The titanium-based catalyst is not spent as it breaks down pollution, but continues to work. Typical byproducts are oxygen, water, carbon dioxide, nitrate, and sulfate. Because rain washes away the pollution from the concrete surface, buildings stay cleaner and do not require potentially harmful chemical applications. Maintenance costs are reduced. This is true even for buildings in highly polluted locations—one noted application is the Air France headquarters at Roissy-Charles de Gaulle International Airport near Paris where a white concrete building has remained white. Another is the Church of the Year 2000 in Rome.
Clean buildings are great: A perhaps even more astounding environmental benefit is the potential for cleaner air. Concrete products that are exposed to sunlight throughout their life, like precast building panels, pavers, and roof tiles, are especially suited to manufacture with photocatalytic cement. For instance, city streets made with special pavers are capable of reducing the pollution at its source—when it comes out of the tailpipe.Photocatalytic Pavements Reduce Air Pollution
The need for pavements is ubiquitous. As our population increases, more roads are needed to get people and goods from place to place. Unfortunately, with this added traffic comes a higher concentration of air pollution.
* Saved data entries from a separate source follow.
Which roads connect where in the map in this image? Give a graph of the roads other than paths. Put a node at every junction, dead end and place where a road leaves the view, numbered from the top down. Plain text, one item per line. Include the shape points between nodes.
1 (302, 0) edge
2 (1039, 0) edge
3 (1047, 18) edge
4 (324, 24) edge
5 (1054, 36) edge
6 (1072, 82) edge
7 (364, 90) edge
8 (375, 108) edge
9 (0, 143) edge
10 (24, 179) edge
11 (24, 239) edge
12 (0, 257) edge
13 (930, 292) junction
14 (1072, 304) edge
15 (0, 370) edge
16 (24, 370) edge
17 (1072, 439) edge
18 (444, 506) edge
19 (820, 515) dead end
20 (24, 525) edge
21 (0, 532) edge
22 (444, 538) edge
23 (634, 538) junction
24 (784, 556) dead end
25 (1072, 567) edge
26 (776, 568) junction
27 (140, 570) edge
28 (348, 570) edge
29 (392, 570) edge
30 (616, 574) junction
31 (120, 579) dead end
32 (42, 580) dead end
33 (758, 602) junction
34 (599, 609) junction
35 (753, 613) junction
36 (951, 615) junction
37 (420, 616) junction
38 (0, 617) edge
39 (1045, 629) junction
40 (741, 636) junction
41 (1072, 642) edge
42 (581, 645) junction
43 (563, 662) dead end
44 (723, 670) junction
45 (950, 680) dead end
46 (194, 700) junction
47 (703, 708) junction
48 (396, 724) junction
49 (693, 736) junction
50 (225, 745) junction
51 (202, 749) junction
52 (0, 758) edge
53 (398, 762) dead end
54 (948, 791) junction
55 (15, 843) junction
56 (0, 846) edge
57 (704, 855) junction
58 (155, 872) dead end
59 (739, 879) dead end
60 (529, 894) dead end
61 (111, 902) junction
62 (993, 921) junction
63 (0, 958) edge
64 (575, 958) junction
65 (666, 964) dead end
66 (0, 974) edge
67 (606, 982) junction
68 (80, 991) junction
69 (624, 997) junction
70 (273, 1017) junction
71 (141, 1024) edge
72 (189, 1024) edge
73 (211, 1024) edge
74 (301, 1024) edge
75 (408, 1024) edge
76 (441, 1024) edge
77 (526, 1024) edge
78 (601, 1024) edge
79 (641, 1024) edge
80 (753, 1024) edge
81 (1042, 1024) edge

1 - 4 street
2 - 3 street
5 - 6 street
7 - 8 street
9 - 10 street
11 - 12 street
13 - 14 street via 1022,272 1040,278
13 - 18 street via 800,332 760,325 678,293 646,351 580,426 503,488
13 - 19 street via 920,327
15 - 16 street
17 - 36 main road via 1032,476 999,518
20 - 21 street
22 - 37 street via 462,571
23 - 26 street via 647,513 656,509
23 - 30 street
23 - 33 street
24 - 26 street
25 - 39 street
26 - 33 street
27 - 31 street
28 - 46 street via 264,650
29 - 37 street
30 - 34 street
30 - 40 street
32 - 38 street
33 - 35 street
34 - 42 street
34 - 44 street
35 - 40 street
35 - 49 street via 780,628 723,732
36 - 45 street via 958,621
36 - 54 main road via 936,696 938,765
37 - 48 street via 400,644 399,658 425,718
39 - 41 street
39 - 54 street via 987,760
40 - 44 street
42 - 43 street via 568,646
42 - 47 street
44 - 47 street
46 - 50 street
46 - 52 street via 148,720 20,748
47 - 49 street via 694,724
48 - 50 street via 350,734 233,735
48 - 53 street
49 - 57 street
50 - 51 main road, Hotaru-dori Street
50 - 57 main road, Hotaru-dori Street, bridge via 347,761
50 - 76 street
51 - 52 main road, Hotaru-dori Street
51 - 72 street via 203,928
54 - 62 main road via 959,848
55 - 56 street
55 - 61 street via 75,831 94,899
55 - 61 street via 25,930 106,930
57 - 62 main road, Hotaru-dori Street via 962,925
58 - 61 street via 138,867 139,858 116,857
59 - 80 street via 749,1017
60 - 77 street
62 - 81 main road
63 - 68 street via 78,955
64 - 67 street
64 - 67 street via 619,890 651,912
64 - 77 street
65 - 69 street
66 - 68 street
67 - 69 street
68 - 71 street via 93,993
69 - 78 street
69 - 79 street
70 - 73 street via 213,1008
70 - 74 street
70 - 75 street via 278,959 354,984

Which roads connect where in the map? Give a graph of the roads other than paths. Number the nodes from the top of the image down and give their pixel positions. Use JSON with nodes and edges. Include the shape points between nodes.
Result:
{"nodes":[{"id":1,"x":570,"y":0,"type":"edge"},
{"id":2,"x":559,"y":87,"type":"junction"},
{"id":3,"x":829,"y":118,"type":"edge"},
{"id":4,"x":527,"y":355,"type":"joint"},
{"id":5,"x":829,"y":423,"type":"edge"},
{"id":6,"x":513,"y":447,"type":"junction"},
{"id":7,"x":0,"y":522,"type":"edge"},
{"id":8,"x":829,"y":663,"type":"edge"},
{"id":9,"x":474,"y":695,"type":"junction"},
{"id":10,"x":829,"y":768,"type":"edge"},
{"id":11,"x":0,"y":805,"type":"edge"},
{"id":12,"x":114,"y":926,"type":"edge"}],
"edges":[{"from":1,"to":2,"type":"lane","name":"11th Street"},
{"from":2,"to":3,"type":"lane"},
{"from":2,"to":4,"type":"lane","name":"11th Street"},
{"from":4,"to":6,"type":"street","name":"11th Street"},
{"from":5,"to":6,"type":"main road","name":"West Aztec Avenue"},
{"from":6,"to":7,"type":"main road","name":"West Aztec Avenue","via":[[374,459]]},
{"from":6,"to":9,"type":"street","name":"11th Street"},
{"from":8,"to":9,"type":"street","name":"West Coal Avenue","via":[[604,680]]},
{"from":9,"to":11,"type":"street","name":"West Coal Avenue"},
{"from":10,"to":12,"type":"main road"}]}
To reduce our current and future levels of air pollution, more attention is being given to the use of photocatalytic concrete in pavements.
The internal combustion engine is used everywhere in the United States, from cars to trains to jets. These engines produce the power required to travel, but also emit pollution. The primary pollution from fossil fuel combustion is carbon dioxide (CO2), but other gasses are formed, such as nitric oxide (NOx) and sulfur oxide (Sox) that can lead to acid rain, smog, and respiratory issues.
According to EPA reports, 34 percent of the national NOx emissions come from vehicles on roads.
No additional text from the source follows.